Lang2Act: Fine-Grained Visual Reasoning through Self-Emergent Linguistic Toolchains

Source code for our paper: Lang2Act: Fine-Grained Visual Reasoning through Self-Emergent Linguistic Toolchains

• 📖 Overview • ⚙️ Setup • ⚡️ Training • 🔧 Inference
📃 Evaluation • 🚀 Quick Start • 📧 Contact

📖 Overview

Lang2Act is a novel framework for Visual Retrieval-Augmented Generation (VRAG) that enables fine-grained visual perception and reasoning through self-emergent linguistic toolchains. Instead of relying on rigid and decoupled external tools that often introduce visual information loss, Lang2Act internalizes visual actions as linguistic tools generated and executed directly by the Vision-Language Model (VLM), allowing perception and reasoning to be unified in a single autoregressive process.

⚙️ Setup

conda create -n Lang2Act python=3.10
conda activate Lang2Act
git clone https://github.com/NEUIR/Lang2Act.git
cd Lang2Act
pip install -r requirements.txt

⚡️ Training

Note: If you do not want to train the model from scratch, you may skip this section and directly proceed to Inference and Evaluation

Our training pipeline is built upon EasyR1 and follows a two-stage reinforcement learning paradigm designed to induce effective visual actions and structured linguistic toolchains. All training data used for Lang2Act is publicly available on Hugging Face.

Stage 1: Action-Level Reinforcement Learning

In the first stage, the model is optimized to explore and acquire fine-grained visual actions, enabling it to localize, read, and reason over visual elements in a task-driven manner.

bash scripts/run_actionrl.sh

Stage 2: Toolchain-Level Reinforcement Learning

In the second stage, the model is further trained to exploit the discovered actions by composing them into coherent linguistic toolchains, which support multi-step visual reasoning and answer generation.

bash scripts/run_toolsrl.sh

🔧 Inference

To perform inference with a trained Lang2Act model:

bash scripts/predict.sh

Note: The inference script uses a trained Lang2Act checkpoint and automatically downloads the required test datasets from Hugging Face.

📃 Evaluation

We use an LLM-as-a-Judge mechanism to evaluate the correctness of the generated answers.
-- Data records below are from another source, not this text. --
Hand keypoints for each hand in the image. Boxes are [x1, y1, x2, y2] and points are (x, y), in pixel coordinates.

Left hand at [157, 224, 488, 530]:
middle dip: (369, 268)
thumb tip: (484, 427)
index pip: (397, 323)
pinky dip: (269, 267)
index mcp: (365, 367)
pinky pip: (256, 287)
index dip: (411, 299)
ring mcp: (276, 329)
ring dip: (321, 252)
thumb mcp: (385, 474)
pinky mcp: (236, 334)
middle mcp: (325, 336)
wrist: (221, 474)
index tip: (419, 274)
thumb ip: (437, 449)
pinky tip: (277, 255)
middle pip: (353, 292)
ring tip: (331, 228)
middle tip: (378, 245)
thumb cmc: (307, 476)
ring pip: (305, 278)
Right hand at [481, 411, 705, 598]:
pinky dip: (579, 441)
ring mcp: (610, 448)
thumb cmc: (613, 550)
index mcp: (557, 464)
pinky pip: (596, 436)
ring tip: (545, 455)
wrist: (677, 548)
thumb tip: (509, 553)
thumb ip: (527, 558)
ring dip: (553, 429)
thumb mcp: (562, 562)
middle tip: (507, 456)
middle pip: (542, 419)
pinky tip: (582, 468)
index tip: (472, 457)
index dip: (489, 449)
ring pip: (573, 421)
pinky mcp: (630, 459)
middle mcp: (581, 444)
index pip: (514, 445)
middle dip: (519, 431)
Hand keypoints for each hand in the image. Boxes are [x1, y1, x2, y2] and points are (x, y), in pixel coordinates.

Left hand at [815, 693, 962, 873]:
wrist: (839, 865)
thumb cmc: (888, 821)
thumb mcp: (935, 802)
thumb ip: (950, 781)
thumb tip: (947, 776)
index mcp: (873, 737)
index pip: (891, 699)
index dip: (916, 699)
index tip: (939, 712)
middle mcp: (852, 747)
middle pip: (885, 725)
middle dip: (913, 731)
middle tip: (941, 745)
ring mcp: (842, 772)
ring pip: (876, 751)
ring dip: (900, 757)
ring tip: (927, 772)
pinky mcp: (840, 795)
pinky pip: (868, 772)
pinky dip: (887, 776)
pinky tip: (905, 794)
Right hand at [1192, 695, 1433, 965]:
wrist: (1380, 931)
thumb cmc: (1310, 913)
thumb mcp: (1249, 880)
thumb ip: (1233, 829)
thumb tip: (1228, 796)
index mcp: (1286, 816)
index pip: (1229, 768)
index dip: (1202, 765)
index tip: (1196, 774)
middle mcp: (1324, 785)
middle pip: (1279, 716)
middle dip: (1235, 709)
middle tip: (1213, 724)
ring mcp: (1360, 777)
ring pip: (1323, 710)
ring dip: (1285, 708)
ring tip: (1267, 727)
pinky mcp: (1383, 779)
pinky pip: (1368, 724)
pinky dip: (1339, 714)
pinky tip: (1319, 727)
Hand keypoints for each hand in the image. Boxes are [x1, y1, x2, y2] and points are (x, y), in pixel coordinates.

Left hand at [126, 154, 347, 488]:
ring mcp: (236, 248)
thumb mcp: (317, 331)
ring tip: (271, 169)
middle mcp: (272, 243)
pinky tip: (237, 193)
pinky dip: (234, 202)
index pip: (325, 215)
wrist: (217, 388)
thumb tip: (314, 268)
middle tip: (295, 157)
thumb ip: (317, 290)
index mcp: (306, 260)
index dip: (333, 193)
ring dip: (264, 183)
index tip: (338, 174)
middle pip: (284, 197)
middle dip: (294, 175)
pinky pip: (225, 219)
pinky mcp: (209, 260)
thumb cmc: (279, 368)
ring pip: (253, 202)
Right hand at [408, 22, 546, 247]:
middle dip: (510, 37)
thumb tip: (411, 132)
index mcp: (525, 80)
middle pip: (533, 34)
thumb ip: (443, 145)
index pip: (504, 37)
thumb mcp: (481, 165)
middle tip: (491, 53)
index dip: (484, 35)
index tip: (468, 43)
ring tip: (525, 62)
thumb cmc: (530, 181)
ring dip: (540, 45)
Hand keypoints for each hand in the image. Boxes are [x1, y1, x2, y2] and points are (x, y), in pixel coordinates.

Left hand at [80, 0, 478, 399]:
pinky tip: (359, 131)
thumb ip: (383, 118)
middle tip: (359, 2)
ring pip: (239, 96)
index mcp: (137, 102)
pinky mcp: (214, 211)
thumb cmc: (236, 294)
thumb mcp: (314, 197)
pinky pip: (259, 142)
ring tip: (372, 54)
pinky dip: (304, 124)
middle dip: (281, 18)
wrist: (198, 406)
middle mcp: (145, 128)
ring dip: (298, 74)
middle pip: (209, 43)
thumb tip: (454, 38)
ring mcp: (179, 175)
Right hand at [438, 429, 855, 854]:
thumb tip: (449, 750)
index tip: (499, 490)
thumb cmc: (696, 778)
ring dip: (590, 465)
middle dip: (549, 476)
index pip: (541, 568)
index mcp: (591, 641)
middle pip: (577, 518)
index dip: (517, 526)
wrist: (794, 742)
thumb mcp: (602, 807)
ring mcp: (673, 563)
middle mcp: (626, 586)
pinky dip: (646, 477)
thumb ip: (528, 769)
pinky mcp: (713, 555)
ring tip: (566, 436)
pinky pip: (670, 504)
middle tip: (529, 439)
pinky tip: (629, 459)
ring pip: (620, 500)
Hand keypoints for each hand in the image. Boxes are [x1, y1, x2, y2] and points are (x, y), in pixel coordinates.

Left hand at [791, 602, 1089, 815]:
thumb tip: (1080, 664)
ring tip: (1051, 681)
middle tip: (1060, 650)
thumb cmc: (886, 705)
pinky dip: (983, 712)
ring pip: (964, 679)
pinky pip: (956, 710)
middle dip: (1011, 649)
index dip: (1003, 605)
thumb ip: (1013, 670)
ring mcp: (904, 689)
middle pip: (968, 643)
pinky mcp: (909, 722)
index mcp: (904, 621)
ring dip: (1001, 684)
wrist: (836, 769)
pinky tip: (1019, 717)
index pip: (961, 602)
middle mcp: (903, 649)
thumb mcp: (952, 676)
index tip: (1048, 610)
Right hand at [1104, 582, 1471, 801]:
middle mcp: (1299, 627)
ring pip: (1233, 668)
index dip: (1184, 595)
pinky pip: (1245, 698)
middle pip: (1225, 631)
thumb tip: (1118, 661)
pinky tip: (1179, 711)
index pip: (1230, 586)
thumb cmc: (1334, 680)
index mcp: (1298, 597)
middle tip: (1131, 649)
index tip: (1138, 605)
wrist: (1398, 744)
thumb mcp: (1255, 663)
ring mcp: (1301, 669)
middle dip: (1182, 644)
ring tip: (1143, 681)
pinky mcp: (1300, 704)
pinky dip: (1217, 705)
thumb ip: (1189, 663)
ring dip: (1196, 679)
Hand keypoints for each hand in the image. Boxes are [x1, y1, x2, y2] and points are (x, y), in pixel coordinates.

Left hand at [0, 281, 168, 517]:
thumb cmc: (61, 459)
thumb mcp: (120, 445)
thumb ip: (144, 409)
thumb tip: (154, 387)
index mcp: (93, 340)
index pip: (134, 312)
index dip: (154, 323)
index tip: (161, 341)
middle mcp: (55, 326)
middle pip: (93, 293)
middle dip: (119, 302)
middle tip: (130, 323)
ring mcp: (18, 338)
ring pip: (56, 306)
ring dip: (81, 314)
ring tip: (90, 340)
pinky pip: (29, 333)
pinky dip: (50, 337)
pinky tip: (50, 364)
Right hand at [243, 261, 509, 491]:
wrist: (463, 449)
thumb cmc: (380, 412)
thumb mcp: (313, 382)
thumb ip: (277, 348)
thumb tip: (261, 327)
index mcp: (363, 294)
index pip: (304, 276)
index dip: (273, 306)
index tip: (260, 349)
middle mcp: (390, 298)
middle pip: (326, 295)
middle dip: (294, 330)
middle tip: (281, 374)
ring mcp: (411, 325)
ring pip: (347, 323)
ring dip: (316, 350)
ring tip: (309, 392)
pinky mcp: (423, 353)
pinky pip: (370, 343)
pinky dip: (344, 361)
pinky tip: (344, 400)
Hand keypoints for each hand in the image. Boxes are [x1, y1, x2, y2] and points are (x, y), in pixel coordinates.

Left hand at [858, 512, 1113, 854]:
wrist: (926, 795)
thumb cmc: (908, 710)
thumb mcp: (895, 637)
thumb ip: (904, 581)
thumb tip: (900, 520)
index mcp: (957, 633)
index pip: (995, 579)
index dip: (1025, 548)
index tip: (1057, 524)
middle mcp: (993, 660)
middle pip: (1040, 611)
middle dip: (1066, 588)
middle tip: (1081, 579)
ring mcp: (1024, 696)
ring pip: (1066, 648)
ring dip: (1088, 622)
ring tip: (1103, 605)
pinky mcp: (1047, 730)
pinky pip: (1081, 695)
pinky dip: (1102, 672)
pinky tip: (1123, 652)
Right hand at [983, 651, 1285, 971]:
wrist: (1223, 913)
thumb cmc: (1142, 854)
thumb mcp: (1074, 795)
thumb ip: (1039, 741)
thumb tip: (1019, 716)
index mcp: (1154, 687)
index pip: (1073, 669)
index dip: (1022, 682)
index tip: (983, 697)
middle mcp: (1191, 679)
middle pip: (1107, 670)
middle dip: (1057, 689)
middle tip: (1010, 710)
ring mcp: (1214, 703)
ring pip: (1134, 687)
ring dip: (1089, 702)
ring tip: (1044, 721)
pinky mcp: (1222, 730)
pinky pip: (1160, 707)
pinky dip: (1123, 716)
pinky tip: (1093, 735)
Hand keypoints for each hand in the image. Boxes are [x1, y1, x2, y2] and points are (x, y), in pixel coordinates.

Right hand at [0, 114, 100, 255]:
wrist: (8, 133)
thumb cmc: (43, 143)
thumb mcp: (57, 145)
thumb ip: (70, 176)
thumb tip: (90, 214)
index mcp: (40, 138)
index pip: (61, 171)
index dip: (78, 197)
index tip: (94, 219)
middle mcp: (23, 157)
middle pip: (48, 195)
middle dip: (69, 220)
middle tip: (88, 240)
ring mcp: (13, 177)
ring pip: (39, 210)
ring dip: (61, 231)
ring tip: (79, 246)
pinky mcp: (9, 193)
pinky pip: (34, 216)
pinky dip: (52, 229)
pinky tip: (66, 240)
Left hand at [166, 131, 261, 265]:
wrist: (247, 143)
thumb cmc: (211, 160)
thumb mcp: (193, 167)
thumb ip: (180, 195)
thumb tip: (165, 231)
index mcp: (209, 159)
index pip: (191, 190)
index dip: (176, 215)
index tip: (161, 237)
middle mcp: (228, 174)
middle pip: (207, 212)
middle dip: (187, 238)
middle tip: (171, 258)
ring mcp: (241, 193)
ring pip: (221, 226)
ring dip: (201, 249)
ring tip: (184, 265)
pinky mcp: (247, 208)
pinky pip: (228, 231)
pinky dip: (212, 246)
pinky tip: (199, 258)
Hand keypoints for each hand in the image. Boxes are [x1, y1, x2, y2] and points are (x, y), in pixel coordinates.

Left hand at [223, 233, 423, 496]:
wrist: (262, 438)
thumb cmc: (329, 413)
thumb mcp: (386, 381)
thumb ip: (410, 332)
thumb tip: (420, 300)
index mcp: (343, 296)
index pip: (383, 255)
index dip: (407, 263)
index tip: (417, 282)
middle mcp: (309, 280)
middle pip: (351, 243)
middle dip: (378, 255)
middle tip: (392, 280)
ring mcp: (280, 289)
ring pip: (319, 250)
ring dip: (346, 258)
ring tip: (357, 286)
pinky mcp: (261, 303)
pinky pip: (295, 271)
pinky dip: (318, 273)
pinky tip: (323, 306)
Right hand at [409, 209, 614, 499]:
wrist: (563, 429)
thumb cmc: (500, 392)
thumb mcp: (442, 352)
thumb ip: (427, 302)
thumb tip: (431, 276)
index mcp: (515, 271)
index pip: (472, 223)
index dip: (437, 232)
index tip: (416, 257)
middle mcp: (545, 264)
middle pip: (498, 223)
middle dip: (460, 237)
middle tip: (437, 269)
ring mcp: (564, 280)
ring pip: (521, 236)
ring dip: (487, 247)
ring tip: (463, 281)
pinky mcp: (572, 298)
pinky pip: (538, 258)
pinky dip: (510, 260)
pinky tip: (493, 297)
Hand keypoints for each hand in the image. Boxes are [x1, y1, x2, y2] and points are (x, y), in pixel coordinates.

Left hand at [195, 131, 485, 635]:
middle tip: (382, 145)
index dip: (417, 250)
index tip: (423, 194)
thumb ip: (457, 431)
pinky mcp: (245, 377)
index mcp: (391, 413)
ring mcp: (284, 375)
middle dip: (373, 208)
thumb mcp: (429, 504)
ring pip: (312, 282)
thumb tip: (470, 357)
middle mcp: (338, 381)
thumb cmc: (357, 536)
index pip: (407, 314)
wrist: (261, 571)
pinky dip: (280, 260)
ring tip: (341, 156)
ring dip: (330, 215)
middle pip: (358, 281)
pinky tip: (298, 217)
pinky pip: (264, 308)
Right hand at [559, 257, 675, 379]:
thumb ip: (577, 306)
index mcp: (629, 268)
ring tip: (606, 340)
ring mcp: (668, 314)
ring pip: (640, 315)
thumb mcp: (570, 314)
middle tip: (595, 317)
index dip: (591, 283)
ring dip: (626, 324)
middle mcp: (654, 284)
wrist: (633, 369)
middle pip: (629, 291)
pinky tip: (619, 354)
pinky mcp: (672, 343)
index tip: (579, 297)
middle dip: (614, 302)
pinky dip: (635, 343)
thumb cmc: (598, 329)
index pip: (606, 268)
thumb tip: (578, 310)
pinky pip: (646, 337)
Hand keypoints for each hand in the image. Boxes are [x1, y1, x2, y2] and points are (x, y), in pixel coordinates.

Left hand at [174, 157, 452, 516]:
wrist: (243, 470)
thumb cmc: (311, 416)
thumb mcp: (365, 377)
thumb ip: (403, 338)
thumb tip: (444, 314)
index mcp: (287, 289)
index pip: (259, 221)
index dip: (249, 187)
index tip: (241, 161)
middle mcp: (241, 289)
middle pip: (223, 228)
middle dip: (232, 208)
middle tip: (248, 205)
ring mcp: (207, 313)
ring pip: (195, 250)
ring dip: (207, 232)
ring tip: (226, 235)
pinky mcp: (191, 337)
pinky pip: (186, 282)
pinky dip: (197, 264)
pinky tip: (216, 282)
The evaluation script calls a powerful model (e.g., Qwen2.5-72B-Instruct) to compare predictions against ground truth.

1. Set Environment Variable

If you want to judge the prediction with APIs, you must export your SiliconFlow API key before running the evaluation:

export SILICONFLOW_API_KEY="your_actual_api_key"

2. Run Evaluation Script

You can run the evaluation using the provided shell script. You can pass a specific inference file as an argument:

bash scripts/eval.sh

🚀 Quick Start

Model on Hugging Face: https://huggingface.co/xiongyq/Lang2Act-7B

from transformers import AutoProcessor
from vllm import LLM, SamplingParams
from qwen_vl_utils import process_vision_info

Lang2Act_PROMPT_TEMPLATE = (
    "You are a specialized AI assistant for visual question answering.\n"
    "Your task is to answer the user's question by analyzing the provided images.\n\n"
    "Your response must strictly follow this XML format:\n"
    "<think>...</think>\n"
    "<description>...</description>\n"
    "<answer>...</answer>\n\n"
    "Guidance for each tag:\n"
    "1.  `<think>`: Analyze all {num_images} images and state which image(s) are relevant to the question.\n"
    "2.  `<description>`: Focusing *only* on the selected image(s), describe your evidence-gathering steps using the tools below.\n"
    "3.  `<answer>`: Provide only the final, concise answer.\n\n"
    "Available Tools for `<description>`:\n"
    "  - `<tool name=\"locate_visual_element\" args=\"Image k: structural hint/description\">Locate specific visual elements or regions.</tool>`\n"
    "  - `<tool name=\"read_text_element\" args=\"Image k: locator/region\">Read and transcribe visible text.</tool>`\n"
    "  - `<tool name=\"read_numeric_value\" args=\"Image k: data point/visual element\">Extract numeric values.</tool>`\n"
    "  - `<tool name=\"identify_entity_attribute\" args=\"Image k: entity\">Identify entity attributes.</tool>`\n"
    "  - `<tool name=\"compare_values\" args=\"Image k: value A vs value B\">Compare values.</tool>`\n"
    "  - `<tool name=\"compute_percentage\" args=\"part_value, total_value\">Compute percentages.</tool>`\n"
    "  - `<tool name=\"infer_missing_information\" args=\"Image k: existing data\">Infer missing information.</tool>`\n\n"
)

model_path = "xiongyq/Lang2Act-7B"

processor = AutoProcessor.from_pretrained(
    model_path,
    trust_remote_code=True,
    padding_side="left"
)

imgs = ["imgpath1", "imgpath2", "...", "imgpathN"]
query = "What xxx?"
input_prompt = Lang2Act_PROMPT_TEMPLATE.format(num_images=len(imgs)) + f"\nQuestion: {query}"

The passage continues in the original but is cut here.